In the second season of Genealogy Roadshow, Tedesco traveled to Italy to bring a guest’s family history to life and give viewers an expert’s guide to finding original records. The short segment was part of the team’s look into the roots of a family eager to learn if they were descended from seventh-century Italian royalty. In an ornately pretty church, Tedesco carefully studied a parish history etched on animal skin 500 years ago; in a functional municipio, a government building, she gingerly lifted worn town records from a shelf. “Holding an actual document that our ancestors might’ve touched is one of the coolest parts about on-site research,” she says in a voice-over. “Nowhere else can you actually do that, except if you come to your ancestral town.”

It turned out the family didn’t have any noble connections—they came from an honorable line of Sicilian fishermen. They’re not the only ones to be told a story they weren’t expecting. When she takes on a new client, Tedesco starts by letting them know that not everything may match family folklore.

1.) Start at home. “See what documents and things are inherited from an aunt or grandma. Do you have original birth certificates? Do you have old letters and information? Try and fill in as many details as you can from home; interview your older relatives.”

2.) Go online. “After you’ve filled out a pedigree chart with the information you have, you want to start searching for these folks online. I would recommend starting with the US census, which can be great to frame your family’s journey every 10 years. From the census, you’ll get approximate years, even months, of birth.”

3.) Get out there. “Track down those vital records—birth, marriage, death—whether it be at local repositories here in the United States or abroad. I think the statistic is that 90 percent of genealogical records are not online, so after you’ve exhausted everything online, you can spend many, many years of wonderful research in local repositories.”

Photo by Roman Kraft on Unsplash

“There are also many discoveries of black sheep in the family; say, for example, you had an ancestor who committed a crime,” she says. “This can be hard to process, even a couple of hundred years later, because we all want to have positive impressions of our ancestors.”

In a Genealogy Roadshow episode filmed in New Orleans, Tedesco helped a family chase down a mysterious forefather, a former state senator who supposedly went hunting for gold in Alaska and was never heard from again. “His life,” Tedesco told the expectant family, “was certainly worthy of a motion picture.” She showed them how her team had tracked him through a life of misdemeanors (vote rigging, assaulting a police officer) and she explained how he’d fled the Big Easy for California, where he ran an opera house, then New Mexico, where he faced gambling charges, then Nevada, where he started a second, bigamous, family. Tedesco suggested his biopic could be called “Catch Me If You Can.

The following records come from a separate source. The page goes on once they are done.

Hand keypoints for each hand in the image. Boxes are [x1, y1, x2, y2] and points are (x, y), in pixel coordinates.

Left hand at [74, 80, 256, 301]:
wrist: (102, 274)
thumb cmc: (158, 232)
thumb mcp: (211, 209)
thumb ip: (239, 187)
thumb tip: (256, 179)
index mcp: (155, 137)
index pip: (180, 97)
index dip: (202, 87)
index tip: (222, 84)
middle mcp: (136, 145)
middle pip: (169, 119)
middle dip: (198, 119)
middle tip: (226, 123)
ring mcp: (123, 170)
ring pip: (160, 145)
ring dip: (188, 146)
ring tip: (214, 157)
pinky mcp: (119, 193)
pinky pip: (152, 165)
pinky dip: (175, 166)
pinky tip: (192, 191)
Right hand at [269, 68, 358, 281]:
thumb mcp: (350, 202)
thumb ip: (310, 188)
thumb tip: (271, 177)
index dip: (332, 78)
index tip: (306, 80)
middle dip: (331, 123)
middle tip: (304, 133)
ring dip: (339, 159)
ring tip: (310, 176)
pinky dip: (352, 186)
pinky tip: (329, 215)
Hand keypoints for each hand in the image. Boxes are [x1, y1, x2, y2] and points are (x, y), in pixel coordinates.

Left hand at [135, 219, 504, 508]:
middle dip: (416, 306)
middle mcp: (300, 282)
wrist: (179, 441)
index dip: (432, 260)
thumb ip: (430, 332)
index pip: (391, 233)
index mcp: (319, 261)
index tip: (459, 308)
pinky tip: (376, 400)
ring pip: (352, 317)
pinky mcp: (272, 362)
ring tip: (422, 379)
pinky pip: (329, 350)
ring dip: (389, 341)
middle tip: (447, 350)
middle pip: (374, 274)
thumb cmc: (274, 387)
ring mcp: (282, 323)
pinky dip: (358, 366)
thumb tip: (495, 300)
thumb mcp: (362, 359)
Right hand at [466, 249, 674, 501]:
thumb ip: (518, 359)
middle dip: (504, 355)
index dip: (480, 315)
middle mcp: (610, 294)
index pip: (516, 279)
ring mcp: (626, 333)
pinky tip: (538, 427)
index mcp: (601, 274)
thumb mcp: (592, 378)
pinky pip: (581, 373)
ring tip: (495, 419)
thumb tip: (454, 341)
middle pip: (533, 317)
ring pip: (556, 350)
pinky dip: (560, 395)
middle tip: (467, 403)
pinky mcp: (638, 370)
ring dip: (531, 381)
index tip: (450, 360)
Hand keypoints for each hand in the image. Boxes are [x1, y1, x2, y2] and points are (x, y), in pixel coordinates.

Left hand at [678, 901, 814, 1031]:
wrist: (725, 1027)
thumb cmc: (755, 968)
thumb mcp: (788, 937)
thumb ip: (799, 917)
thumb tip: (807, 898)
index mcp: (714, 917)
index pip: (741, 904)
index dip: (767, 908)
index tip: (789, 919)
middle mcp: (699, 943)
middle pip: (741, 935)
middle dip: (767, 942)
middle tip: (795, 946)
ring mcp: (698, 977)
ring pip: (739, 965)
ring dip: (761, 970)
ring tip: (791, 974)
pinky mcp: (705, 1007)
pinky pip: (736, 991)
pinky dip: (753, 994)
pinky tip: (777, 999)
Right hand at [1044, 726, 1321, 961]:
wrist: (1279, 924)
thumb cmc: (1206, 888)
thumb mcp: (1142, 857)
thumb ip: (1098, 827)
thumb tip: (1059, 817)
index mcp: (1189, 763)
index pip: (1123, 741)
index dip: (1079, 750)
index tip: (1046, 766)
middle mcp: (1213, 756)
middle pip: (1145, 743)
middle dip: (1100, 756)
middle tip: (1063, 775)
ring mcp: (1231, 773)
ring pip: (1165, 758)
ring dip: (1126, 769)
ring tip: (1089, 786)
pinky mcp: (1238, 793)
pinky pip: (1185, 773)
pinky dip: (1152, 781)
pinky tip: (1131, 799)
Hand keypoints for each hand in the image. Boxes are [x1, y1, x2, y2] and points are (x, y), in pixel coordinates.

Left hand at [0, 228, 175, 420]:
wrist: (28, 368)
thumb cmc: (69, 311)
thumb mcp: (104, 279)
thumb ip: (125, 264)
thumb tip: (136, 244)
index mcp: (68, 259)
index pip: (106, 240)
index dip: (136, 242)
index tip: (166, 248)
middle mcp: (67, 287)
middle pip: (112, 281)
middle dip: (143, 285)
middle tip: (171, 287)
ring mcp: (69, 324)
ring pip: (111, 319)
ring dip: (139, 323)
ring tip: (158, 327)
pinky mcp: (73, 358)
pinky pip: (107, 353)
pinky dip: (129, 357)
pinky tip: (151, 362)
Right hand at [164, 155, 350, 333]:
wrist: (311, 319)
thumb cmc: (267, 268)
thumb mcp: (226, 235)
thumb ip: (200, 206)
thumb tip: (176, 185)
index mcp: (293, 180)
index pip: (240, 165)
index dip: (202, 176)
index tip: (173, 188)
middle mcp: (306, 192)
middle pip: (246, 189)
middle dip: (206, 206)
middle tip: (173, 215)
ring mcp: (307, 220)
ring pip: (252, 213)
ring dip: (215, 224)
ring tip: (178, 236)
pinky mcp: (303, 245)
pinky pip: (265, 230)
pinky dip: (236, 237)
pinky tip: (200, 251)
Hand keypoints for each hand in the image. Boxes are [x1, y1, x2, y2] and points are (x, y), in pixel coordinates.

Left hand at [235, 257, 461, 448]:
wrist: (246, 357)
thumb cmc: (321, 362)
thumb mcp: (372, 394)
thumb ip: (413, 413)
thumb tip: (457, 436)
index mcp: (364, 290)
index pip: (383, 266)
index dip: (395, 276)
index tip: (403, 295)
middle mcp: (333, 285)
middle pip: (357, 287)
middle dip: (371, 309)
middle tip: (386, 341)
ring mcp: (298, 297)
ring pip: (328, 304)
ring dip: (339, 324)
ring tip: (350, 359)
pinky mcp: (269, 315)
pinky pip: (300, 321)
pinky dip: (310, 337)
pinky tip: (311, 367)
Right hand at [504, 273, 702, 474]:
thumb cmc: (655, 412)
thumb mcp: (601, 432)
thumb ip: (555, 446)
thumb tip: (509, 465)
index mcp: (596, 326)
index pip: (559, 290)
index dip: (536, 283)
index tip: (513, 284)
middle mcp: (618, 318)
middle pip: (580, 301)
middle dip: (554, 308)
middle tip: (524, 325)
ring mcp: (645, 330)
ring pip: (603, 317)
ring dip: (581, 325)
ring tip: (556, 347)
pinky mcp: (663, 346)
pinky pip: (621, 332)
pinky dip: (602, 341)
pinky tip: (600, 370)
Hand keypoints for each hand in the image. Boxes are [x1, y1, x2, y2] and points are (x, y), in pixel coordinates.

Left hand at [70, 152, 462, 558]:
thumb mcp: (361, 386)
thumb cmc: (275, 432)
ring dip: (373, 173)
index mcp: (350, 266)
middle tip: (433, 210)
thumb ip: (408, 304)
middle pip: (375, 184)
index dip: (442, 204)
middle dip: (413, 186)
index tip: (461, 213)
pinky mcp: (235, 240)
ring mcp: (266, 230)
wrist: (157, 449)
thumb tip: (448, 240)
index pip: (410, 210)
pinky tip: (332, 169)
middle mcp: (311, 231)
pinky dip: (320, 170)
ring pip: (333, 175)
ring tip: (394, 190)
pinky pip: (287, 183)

For the mysteries that have stumped others—the missing ancestor, the stubborn gap in a family’s history—she calls on skills learned as a math major at CAS, finding solutions from the thousands of bits of data on a family tree. “When you think about all the events—birth, marriage, death, residence—we could have hundreds of data points for just one thing,” she says. “The genealogy I love is taking all of this data and analyzing it and making sense of it.”

Tedesco says the Genealogy Roadshow team is laying the groundwork for future seasons. She’s also working on adding detail and depth to her own family tree. Much of that will require more trips to Europe, but some of it can be done in the United States. A proud member of the Daughters of the American Revolution, Tedesco has found—so far, she emphasizes—20 patriots on her mother’s side, including privates serving in Pennsylvania and two Virginians, Samuel Pitchford and Seth Perkinson, who donated beef to the cause in 1780.

“The beauty of genealogy is that the work is never done,” she says. “There’s always another line to research and when you find one ancestor, there are two more behind them.”